Ley de Violencia de Género

Cuesta entender que una nación que protagonizó la mayor gesta de la historia con el descubrimiento de América. Que ha evangelizado a una buena parte del mundo. Que abrió las primeras universidades de América. Una nación que puede presumir de haber sentado en aquel continente las bases para que progresaran rápidamente. La misma nación que tuvo al mejor cuerpo de infantería de la historia, los famosos Tercios Españoles, regidos por el honor, la disciplina y la valentía. Hoy, esta misma nación es abanderada en la lucha contra la verdad y contra la justicia.

Hoy en España, en la denominada “madre patria” desde aquellas tierras americanas, se han perdido los valores que hemos inculcado por el mundo. La verdad solo se busca, si interesa. La justicia, de igual manera, solo se acata si favorece al interesado. Gracias a la prostitución de estos sagrados valores, se ha implantado en España la Ley Integral de Violencia de Género. Una ley cuya finalidad es enfrentar hombres contra mujeres para así destruir la familia tradicional tal como la conocemos en España y en Europa y acabar con nuestro modelo de vida, asentado sobre principios cristianos y desde el derecho romano que nos legó el imperio del mismo nombre y que a su vez arranca, sobre fundamentos originados en la antigua civilización griega. Una ley que ha desnudado a la dama de la Justicia, que le ha quitado el pañuelo de la cara para ver a quien hay que ajusticiar…o no, y a la que también se le ha quitado la balanza para que no pueda calibrar la igualdad entre los que buscan justicia.
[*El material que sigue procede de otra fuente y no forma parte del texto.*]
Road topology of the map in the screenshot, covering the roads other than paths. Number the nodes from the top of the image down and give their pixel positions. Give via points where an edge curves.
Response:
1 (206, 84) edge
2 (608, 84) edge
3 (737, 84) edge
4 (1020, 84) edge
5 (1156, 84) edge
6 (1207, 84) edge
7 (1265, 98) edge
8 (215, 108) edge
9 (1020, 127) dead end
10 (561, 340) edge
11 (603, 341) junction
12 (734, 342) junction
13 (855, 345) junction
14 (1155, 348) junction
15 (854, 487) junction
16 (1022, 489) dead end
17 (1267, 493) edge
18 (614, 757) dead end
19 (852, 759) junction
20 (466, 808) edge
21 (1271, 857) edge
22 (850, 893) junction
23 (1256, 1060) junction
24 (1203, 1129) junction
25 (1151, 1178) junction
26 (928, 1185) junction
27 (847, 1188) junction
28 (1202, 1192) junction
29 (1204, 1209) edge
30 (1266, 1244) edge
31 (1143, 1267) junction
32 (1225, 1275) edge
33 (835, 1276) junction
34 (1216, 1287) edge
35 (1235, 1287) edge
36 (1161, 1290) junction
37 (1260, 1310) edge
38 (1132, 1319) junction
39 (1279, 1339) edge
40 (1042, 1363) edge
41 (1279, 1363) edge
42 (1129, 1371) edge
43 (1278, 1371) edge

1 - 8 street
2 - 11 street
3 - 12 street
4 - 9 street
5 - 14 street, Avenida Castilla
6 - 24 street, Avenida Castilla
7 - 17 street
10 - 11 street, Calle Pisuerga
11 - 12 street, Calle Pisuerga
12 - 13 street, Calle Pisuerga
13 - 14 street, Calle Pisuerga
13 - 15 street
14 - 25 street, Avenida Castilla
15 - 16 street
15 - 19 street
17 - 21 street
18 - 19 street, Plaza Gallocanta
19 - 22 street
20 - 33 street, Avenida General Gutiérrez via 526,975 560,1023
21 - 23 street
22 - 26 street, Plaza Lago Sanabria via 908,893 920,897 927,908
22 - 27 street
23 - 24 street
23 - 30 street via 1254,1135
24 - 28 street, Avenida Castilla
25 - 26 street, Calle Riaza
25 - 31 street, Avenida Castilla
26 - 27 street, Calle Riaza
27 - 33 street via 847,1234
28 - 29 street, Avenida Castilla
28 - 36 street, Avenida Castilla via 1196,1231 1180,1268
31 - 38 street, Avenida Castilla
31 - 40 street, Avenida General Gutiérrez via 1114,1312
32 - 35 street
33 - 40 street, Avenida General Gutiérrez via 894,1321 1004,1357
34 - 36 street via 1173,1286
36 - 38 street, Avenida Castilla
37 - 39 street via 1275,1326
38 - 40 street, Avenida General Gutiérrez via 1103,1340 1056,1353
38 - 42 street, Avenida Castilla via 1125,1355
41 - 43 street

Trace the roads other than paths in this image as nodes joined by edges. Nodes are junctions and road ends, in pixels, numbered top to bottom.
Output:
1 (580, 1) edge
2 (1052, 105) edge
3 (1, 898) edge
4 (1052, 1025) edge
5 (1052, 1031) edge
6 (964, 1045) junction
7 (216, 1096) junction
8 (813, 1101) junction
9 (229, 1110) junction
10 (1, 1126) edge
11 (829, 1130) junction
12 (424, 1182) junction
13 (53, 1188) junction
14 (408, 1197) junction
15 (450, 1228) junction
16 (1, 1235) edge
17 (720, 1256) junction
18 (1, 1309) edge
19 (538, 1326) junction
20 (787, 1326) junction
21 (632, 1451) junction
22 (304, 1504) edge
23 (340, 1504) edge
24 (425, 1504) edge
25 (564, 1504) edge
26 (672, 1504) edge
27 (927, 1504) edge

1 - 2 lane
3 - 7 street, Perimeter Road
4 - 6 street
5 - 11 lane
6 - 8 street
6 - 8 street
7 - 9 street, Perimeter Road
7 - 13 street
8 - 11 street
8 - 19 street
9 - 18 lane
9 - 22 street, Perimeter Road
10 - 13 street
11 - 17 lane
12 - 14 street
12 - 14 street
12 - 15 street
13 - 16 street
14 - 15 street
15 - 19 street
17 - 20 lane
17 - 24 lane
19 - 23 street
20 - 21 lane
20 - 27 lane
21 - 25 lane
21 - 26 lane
Una ley que elimina “la presunción de inocencia” autentico pilar de cuantos tratados se han dictado o publicado sobre “derechos humanos”  en todo el mundo y por todo tipo de organizaciones y por supuesto, también, en el artículo 24.2 de nuestra constitución, en la que también se ha pervertido de igual manera, el artículo 14 sobre derechos fundamentales.

La verdad nunca aparece en los medios de información a la hora de informar sobre estos asuntos. Siempre se omite cualquier atenuante que pueda tener el asesino si es hombre, añadiendo agravantes sobre alguna sombra o alguna opinión interesada carente de la más mínima credibilidad. Mientras que por otro lado, se omite en lo posible los asesinatos de mujeres contra hombres o contra cualquier otro miembro dentro de la unidad familiar; Violencia intrafamiliar, padres, madres o hijos. En caso de tener que publicarlo, se ofrecen todo tipo de atenuantes con las mismas características expresadas con anterioridad pero a la inversa.

Por mucho que los grandes defensores de esta ideología se empeñen; El hecho de que alguien pida igualdad a la justicia y exija la verdad, no quiere decir que esté contra las mujeres, es más, en muchos casos, los que hoy son contrarios a esta nueva ideología, en general defensores de la verdad y la justicia, antes de la existencia de esta ley, ya luchaban por la igualdad, por la conciliación y por la defensa del colectivo femenino. Sin embargo y a pesar de ello; Los grandes defensores, largamente “agraciados” por esta nueva ideología, tienen entre sus máximas, estigmatizar a todo el que no apoye al pié de la letra sus consignas, por mucho que defienda, trabaje o apoye a cualquier forma de violencia contra la mujer. En este caso se le tacha de machista, xenófobo, homofobo etc. etc.

Por otro lado y en honor a la verdad, en los últimos meses se ha detectado que los asesinatos machistas que se dan dentro de nuestras fronteras son en gran numero protagonizados por hombres extranjeros y que en la mayoría de los casos son de cultura muy diferente a la nuestra. Hasta tal punto ha calado esta apreciación en la gente que ya veían algo raro en la imposición de esta nueva ideología, que ha dado lugar, a que cada vez sean más los que  se pronuncien en la controversia de la ley mencionada. Dando lugar a que en los medios de comunicación y en la medida de lo posible, por las razones descritas con anterioridad, se omita la nacionalidad del asesino.

Una ley que es la más rígida de Europa en cuanto a la criminalización de los hombres. Curiosamente en la nación con menos muertes por violencia machista del mundo. Curiosamente en la nación donde más denuncias se presentan por malos tratos y que da lugar a que España sea el país de la Unión Europea que más fondos recibe por este concepto (…). Curiosamente, una de las naciones, según estudios publicados, donde las mujeres sufren menos desigualdad con respecto a los hombres y por último, la nación donde las mujeres tienen la mayor esperanza de vida del mundo… La Verdad, no tiene matices y la Justicia si no es ciega, no es justicia.